British Secretary of State Henry Seymour Conway informed Lt. Gov. Bull that further violence was “not suitable for either the safety or Dignity of the British Empire.” He instructed Bull to call upon British General Thomas Gage to combat the violence of the mobs.

In addition to the mobs, Bull was also concerned about the 1400 unemployed sailors who were stranded in Charlestown due to the closure of the port. The sailors spent most of their time in taverns and were increasingly disorderly. 

1824 -Religion.
view of old synagogue

Interior of the Old Synagogue at Charleston, S. C., Destroyed by Fire April. 27, 1838. (From a drawing by Solomon N. Carvalho ).

A group of a dozen Jewish men, “A Convention of Israelites,” submitted a petition to the president of the congregation of Beth Elohim, urging reform of their worship services, including the introduction of English. They wrote they had “witnessed with deep regret, the apathy and neglect which have been manifested towards our holy religion.”

This was the beginning of the Reformed movement in America.


Today In Charleston History: December 22

1747 – Religion

Solomon DeCosta, a Jewish merchant who seems to be in partnership with James Peyne, attended a meeting of the Commissioners for Trade and Plantations in London for “the settlement of several of their poor in South Carolina.”

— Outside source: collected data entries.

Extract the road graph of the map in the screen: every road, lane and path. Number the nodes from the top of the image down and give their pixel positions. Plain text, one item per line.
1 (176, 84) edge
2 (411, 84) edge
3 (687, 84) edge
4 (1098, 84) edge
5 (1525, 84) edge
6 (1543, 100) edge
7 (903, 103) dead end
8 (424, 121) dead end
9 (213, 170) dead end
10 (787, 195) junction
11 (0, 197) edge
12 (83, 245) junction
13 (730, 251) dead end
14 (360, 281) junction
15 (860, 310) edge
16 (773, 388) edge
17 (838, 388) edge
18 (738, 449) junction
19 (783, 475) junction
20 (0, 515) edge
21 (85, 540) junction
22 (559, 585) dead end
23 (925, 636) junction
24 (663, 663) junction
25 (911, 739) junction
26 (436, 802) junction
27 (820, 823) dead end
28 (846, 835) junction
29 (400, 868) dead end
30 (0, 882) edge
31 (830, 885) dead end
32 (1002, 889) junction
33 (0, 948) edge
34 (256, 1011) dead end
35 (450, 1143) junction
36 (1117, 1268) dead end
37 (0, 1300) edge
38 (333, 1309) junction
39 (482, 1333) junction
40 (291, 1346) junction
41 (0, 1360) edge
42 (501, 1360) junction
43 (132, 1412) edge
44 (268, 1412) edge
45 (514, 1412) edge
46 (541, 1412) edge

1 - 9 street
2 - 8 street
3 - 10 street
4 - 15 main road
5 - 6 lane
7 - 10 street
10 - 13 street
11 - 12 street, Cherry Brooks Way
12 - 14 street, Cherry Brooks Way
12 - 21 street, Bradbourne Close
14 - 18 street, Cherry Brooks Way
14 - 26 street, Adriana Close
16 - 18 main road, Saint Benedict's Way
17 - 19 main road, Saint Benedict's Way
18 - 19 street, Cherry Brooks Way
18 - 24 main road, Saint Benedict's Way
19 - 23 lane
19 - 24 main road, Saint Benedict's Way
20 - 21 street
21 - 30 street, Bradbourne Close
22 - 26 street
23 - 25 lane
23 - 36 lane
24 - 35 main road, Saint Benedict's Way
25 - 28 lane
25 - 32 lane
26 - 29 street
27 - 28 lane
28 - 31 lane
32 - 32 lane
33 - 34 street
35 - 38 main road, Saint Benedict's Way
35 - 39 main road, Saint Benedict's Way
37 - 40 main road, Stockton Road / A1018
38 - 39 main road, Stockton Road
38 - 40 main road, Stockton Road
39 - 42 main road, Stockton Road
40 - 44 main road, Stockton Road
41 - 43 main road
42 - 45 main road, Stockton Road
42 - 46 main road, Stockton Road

1773 – American Revolution – Foundations

In the pre-dawn hours, British custom officials off loaded the 257 chests of tea and stored them in the basement of the Exchange. They informed the public that the tea would remain locked away and any attempt to remove it would be met by force. 

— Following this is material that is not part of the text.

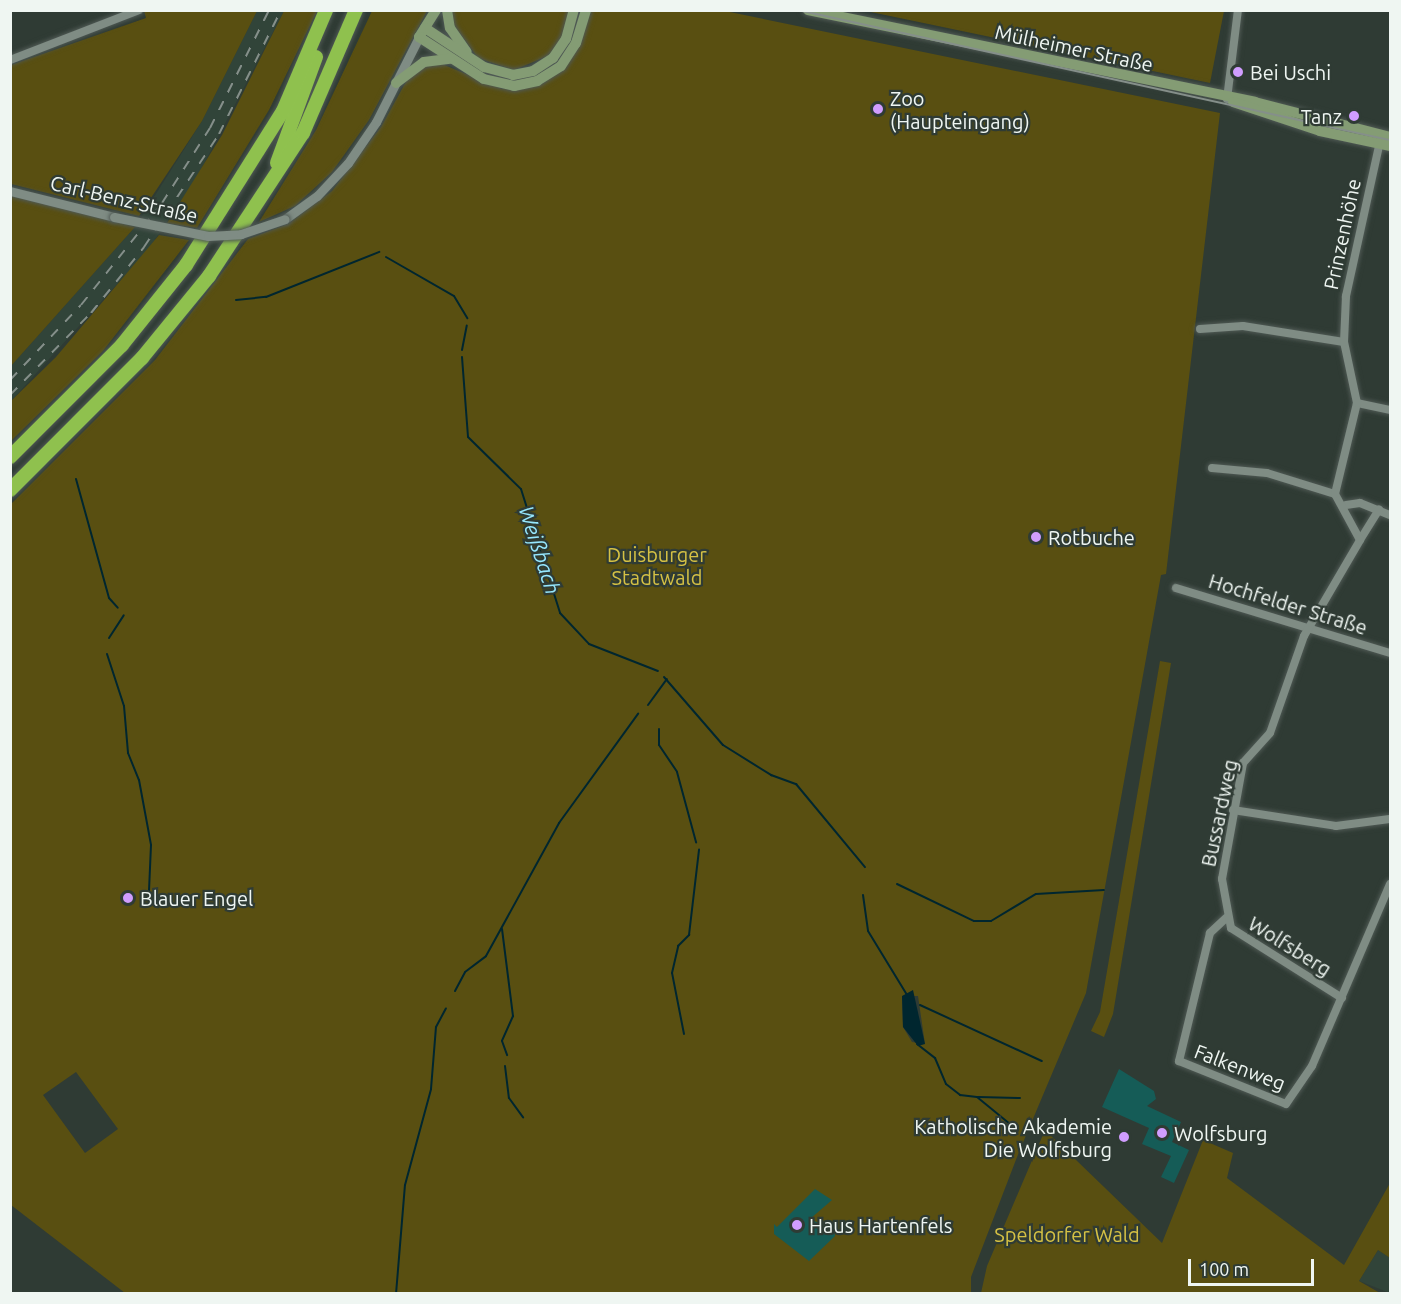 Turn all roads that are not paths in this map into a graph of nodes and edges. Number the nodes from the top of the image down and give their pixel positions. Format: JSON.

Continental Congress creates a Continental Navy, naming Esek Hopkins, Esq., as commander in chief of the fleet. Christopher Gadsden of South Carolina designed Hopkins’ personal standard, which flew from the first navy fleet. The yellow flag bore the image of a coiled snake and the Patriot motto, Don’t Tread on Me.

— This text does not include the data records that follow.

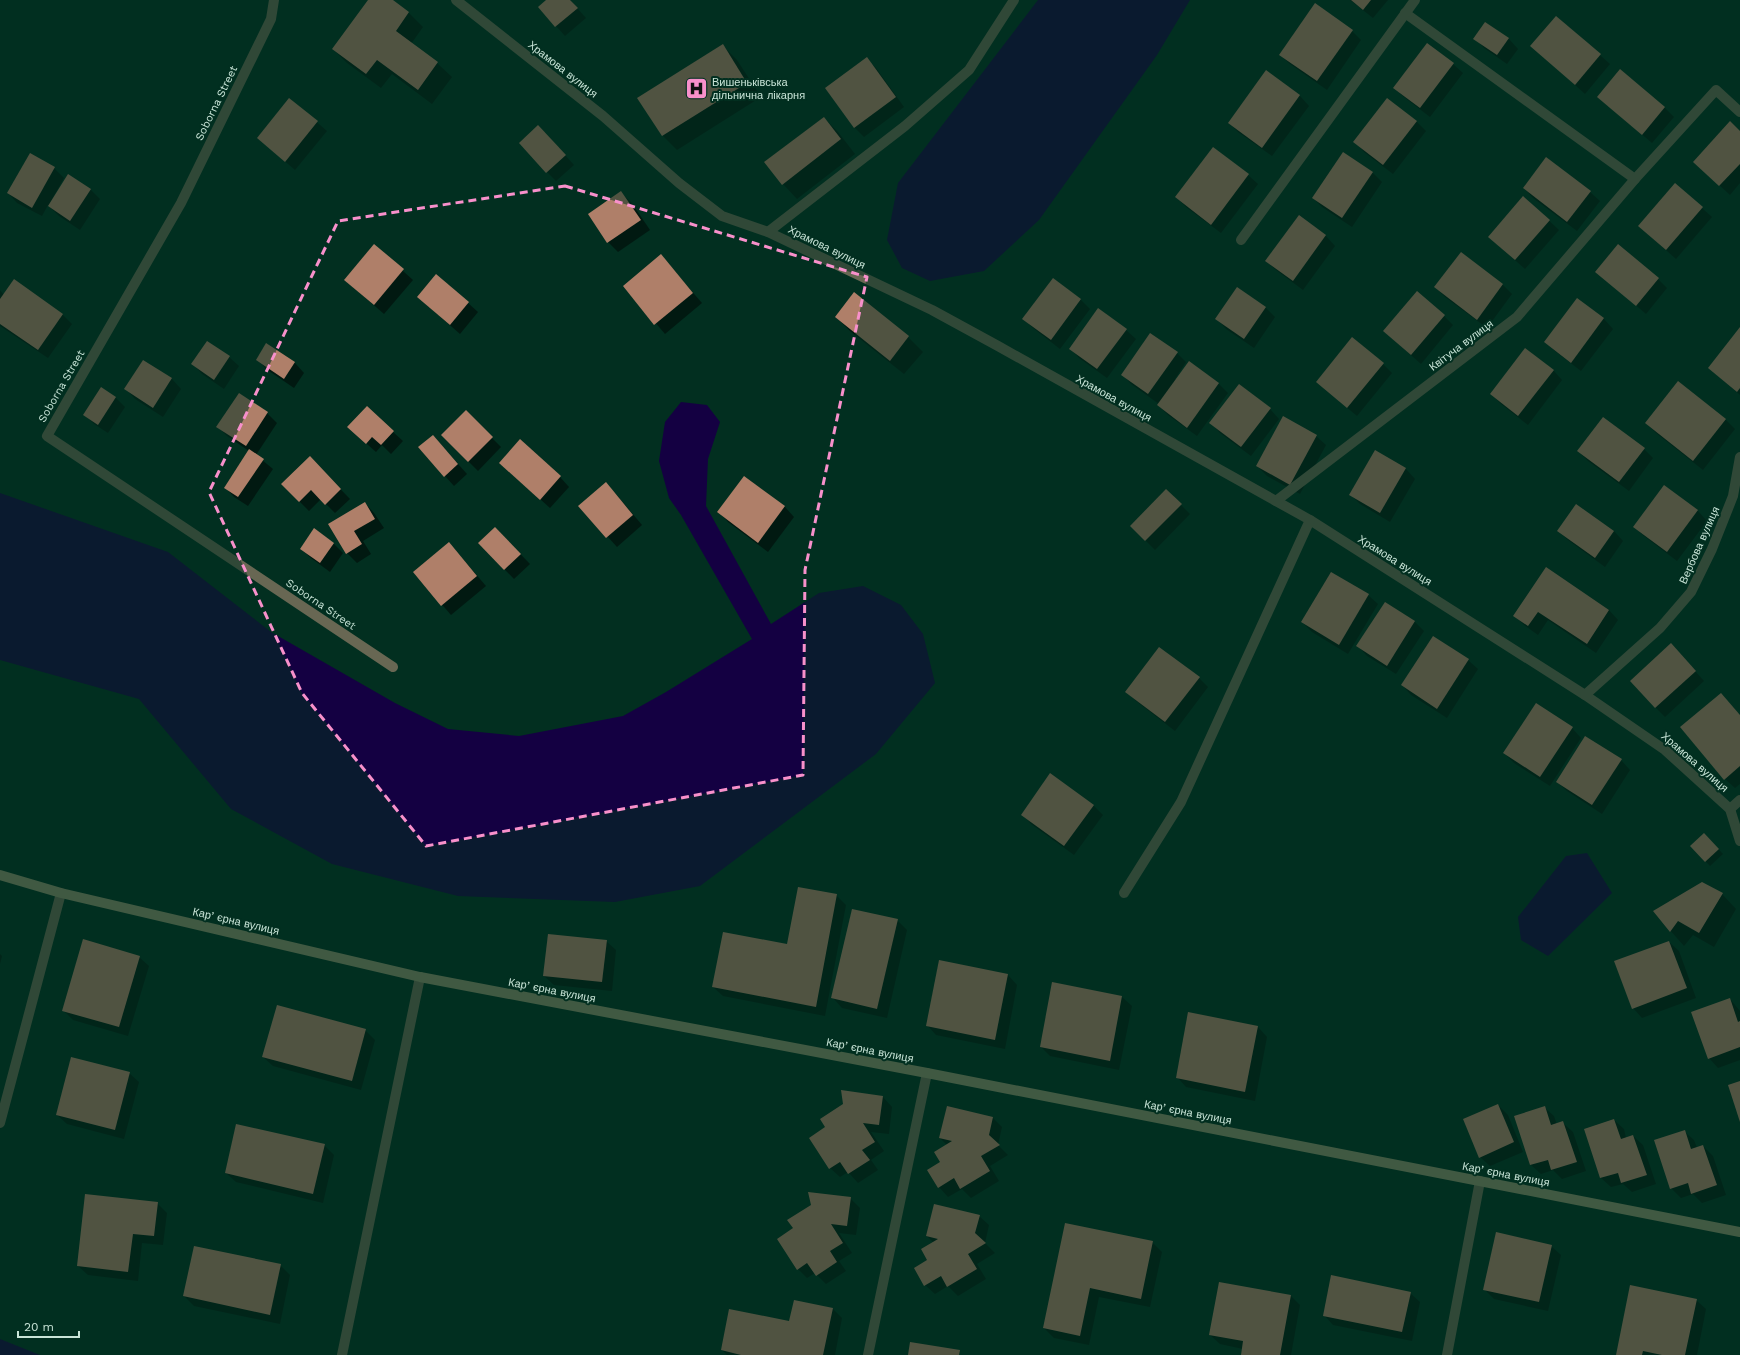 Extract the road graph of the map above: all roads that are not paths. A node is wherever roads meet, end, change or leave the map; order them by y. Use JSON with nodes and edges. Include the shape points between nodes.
{"nodes":[{"id":1,"x":274,"y":0,"type":"edge"},
{"id":2,"x":456,"y":0,"type":"edge"},
{"id":3,"x":1014,"y":0,"type":"edge"},
{"id":4,"x":1415,"y":0,"type":"edge"},
{"id":5,"x":1405,"y":13,"type":"junction"},
{"id":6,"x":1740,"y":112,"type":"edge"},
{"id":7,"x":1635,"y":179,"type":"junction"},
{"id":8,"x":768,"y":232,"type":"junction"},
{"id":9,"x":1240,"y":240,"type":"dead end"},
{"id":10,"x":1740,"y":457,"type":"edge"},
{"id":11,"x":1276,"y":501,"type":"junction"},
{"id":12,"x":1310,"y":520,"type":"junction"},
{"id":13,"x":393,"y":667,"type":"dead end"},
{"id":14,"x":1585,"y":695,"type":"junction"},
{"id":15,"x":1740,"y":800,"type":"edge"},
{"id":16,"x":1730,"y":809,"type":"junction"},
{"id":17,"x":1740,"y":841,"type":"edge"},
{"id":18,"x":0,"y":875,"type":"edge"},
{"id":19,"x":61,"y":893,"type":"junction"},
{"id":20,"x":1124,"y":894,"type":"dead end"},
{"id":21,"x":420,"y":977,"type":"junction"},
{"id":22,"x":927,"y":1073,"type":"junction"},
{"id":23,"x":0,"y":1123,"type":"edge"},
{"id":24,"x":1480,"y":1181,"type":"junction"},
{"id":25,"x":1740,"y":1232,"type":"edge"},
{"id":26,"x":342,"y":1355,"type":"edge"},
{"id":27,"x":868,"y":1355,"type":"edge"},
{"id":28,"x":1447,"y":1355,"type":"edge"}],
"edges":[{"from":1,"to":13,"type":"street","name":"Soborna Street","via":[[271,19],[180,203],[47,436]]},
{"from":2,"to":8,"type":"street","name":"Храмова вулиця","via":[[604,116],[722,216]]},
{"from":3,"to":8,"type":"street","via":[[969,70],[904,126]]},
{"from":4,"to":5,"type":"street"},
{"from":5,"to":7,"type":"street"},
{"from":5,"to":9,"type":"street"},
{"from":6,"to":7,"type":"street","name":"Квітуча вулиця","via":[[1716,90]]},
{"from":7,"to":11,"type":"street","name":"Квітуча вулиця","via":[[1517,317]]},
{"from":8,"to":11,"type":"street","name":"Храмова вулиця","via":[[932,310]]},
{"from":10,"to":14,"type":"street","name":"Вербова вулиця","via":[[1733,496],[1712,549],[1691,592],[1660,628]]},
{"from":11,"to":12,"type":"street","name":"Храмова вулиця"},
{"from":12,"to":14,"type":"street","name":"Храмова вулиця"},
{"from":12,"to":20,"type":"street","via":[[1181,802]]},
{"from":14,"to":16,"type":"street","name":"Храмова вулиця","via":[[1665,750]]},
{"from":15,"to":16,"type":"street"},
{"from":16,"to":17,"type":"street","name":"Храмова вулиця"},
{"from":18,"to":19,"type":"street","name":"Карʼєрна вулиця"},
{"from":19,"to":21,"type":"street","name":"Карʼєрна вулиця"},
{"from":19,"to":23,"type":"street"},
{"from":21,"to":22,"type":"street","name":"Карʼєрна вулиця"},
{"from":21,"to":26,"type":"street"},
{"from":22,"to":24,"type":"street","name":"Карʼєрна вулиця"},
{"from":22,"to":27,"type":"street"},
{"from":24,"to":25,"type":"street","name":"Карʼєрна вулиця"},
{"from":24,"to":28,"type":"street"}]}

Gadsden, famously skeptical of any government involvement in business affairs, once stated, in the aftermath of the Jay Treaty, “Better to send a virgin to a brothel than a man to England to sign a treaty.”



From Georgetown, South Carolina, Dr. Greene wrote Aaron Burr:

I have engaged passage to New-York for your daughter[Theodosia Burr Alston] in a pilot-boat that has been out privateering, but has come in here, and is refitting merely to get to New-York. My only fears are that Governor Alston may think the mode of conveyance too undignified, and object to it; but Mrs. Alston is fully bent on going.

The ship Patriot was a private vessel authorized for military service. It had been fitted with less than five cannon and attacked several British merchant ships. It was being refitted in Georgetown, her guns dismounted and hidden below decks.

1822 – Slavery

In response to the Denmark Vesey slave plot, South Carolina legislature passed the Negro Seamen Acts. Any free Negro that came into the state on a vessel would be lodged in the jail during the stay of the vessel in port. If the captain would not pay for the cost of board and lodging, the Negro would be sold into slavery.